Task directions: Say how many lines in the data hold "street". Nothing else belongs in the answer.

Given records:
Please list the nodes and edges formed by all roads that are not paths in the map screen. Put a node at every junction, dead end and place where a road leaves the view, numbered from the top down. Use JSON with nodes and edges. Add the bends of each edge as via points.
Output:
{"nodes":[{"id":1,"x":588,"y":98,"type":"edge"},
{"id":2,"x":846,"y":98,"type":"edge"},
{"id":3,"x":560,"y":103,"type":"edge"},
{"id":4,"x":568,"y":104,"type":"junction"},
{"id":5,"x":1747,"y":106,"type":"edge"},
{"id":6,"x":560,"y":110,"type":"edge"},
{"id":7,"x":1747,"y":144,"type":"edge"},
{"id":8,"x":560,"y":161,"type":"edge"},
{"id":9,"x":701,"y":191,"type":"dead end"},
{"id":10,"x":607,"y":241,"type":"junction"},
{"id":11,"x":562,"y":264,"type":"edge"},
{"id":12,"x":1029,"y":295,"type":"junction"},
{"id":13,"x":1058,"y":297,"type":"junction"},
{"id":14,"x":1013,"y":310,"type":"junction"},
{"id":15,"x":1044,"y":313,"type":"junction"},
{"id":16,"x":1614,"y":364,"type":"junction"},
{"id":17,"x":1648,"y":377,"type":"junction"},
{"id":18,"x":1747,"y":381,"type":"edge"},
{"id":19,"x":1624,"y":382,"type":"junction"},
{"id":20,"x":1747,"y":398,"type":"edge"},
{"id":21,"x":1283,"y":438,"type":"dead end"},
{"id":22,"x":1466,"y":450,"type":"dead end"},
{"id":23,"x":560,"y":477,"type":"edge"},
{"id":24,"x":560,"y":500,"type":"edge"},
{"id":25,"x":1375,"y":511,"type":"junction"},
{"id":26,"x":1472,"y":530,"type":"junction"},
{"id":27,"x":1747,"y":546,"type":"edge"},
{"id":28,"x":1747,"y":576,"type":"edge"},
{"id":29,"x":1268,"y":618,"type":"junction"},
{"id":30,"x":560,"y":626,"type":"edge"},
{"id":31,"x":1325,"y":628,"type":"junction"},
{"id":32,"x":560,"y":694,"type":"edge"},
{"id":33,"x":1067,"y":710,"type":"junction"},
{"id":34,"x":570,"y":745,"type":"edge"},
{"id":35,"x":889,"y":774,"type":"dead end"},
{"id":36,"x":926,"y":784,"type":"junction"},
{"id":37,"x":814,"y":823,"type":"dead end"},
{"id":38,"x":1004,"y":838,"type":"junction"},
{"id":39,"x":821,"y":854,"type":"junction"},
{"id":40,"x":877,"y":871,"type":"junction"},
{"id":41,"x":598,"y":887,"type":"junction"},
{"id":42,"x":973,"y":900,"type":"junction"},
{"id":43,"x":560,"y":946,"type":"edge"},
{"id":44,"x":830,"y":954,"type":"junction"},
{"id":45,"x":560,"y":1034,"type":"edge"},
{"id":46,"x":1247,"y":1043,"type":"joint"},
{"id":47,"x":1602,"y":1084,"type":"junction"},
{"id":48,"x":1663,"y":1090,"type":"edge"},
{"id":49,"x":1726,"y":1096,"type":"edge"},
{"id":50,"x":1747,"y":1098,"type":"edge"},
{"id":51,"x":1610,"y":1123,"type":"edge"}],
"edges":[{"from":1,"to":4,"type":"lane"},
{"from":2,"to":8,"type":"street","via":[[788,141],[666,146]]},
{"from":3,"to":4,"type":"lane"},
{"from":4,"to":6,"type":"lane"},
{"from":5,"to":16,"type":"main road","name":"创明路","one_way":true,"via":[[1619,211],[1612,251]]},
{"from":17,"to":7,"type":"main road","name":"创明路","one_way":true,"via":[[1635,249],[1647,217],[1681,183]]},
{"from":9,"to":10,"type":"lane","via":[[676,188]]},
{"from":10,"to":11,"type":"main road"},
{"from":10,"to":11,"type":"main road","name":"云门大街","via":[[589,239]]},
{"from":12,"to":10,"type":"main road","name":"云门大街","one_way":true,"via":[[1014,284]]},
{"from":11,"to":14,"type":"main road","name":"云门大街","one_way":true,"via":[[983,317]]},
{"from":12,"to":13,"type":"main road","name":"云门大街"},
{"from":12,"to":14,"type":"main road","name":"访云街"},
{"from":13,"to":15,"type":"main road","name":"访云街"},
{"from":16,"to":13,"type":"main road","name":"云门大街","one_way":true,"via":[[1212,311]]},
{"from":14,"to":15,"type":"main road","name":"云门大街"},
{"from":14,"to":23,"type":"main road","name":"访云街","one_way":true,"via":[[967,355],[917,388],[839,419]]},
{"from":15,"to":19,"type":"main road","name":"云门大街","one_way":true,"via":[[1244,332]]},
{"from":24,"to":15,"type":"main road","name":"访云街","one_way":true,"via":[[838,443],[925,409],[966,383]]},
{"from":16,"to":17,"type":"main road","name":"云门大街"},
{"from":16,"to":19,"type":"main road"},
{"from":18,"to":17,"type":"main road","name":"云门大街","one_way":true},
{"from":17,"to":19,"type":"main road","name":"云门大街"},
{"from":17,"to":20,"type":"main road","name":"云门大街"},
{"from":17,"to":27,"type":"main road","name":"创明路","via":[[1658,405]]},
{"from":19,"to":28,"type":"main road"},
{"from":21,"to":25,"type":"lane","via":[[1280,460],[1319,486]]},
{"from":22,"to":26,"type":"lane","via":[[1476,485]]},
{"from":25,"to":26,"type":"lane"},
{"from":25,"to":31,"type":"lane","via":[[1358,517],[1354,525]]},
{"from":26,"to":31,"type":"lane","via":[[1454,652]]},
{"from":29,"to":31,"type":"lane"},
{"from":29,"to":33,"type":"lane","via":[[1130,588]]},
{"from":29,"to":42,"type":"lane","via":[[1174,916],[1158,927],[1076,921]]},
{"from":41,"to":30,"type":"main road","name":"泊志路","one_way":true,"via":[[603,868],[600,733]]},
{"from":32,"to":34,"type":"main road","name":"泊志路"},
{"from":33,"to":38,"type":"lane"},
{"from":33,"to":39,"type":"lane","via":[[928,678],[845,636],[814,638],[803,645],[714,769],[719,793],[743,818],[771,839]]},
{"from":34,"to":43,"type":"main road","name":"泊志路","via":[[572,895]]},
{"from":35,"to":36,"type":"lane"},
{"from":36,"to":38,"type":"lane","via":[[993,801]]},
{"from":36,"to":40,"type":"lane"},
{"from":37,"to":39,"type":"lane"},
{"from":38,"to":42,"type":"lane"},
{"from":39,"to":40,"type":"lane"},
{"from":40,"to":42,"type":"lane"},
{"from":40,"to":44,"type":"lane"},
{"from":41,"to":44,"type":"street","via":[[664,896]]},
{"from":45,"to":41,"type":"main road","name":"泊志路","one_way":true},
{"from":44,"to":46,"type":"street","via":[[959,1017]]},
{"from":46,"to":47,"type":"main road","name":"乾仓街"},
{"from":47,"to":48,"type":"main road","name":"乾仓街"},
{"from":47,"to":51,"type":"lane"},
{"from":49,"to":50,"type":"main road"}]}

Written response: 3